# Given data:
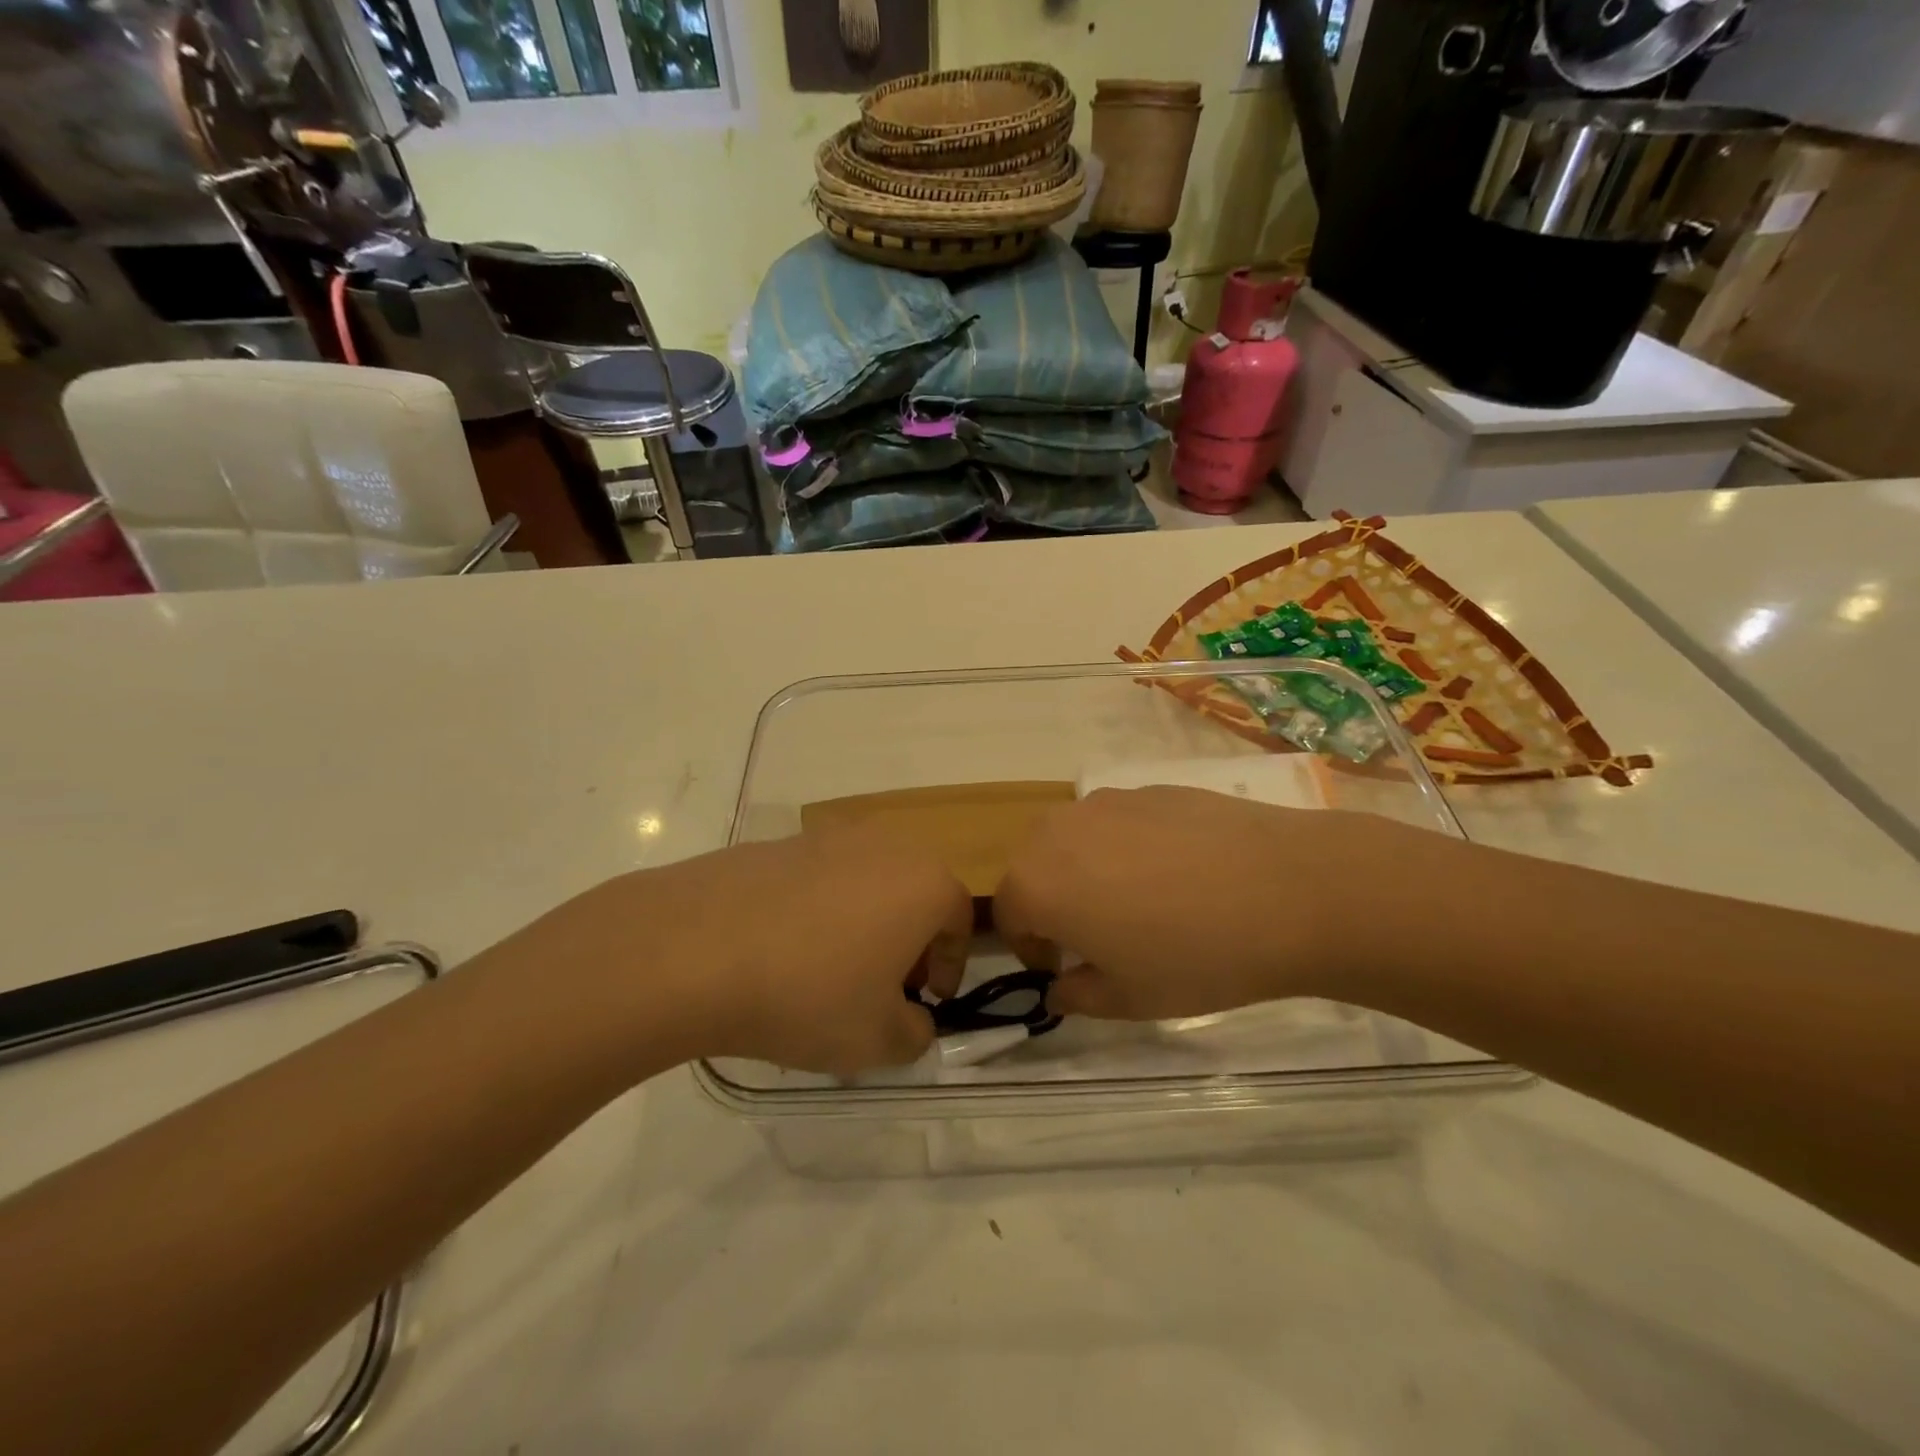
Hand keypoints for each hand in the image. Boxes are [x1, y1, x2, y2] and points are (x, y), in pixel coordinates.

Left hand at [552, 825, 971, 1076]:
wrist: (694, 949)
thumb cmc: (808, 994)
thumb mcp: (877, 1041)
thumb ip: (915, 1034)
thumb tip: (911, 1020)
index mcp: (924, 882)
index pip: (960, 921)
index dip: (949, 966)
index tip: (925, 1002)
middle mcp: (884, 846)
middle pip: (914, 894)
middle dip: (908, 942)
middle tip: (881, 988)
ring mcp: (826, 837)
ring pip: (865, 883)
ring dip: (862, 924)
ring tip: (826, 973)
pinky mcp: (777, 842)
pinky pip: (816, 879)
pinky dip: (815, 911)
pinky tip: (779, 952)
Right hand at [994, 786, 1385, 1019]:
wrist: (1288, 889)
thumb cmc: (1195, 956)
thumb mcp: (1129, 999)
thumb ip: (1078, 995)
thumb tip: (1060, 987)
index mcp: (1038, 883)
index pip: (1008, 915)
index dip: (1030, 948)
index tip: (1065, 969)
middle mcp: (1058, 831)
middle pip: (1032, 868)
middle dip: (1051, 903)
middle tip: (1098, 936)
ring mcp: (1105, 802)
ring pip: (1073, 840)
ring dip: (1084, 871)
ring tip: (1139, 901)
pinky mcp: (1148, 788)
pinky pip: (1116, 822)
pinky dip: (1125, 847)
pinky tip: (1177, 872)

# Brief:
Tally the lines in the records above that contain the string "index" and report only the tally.

# Problem solution:
8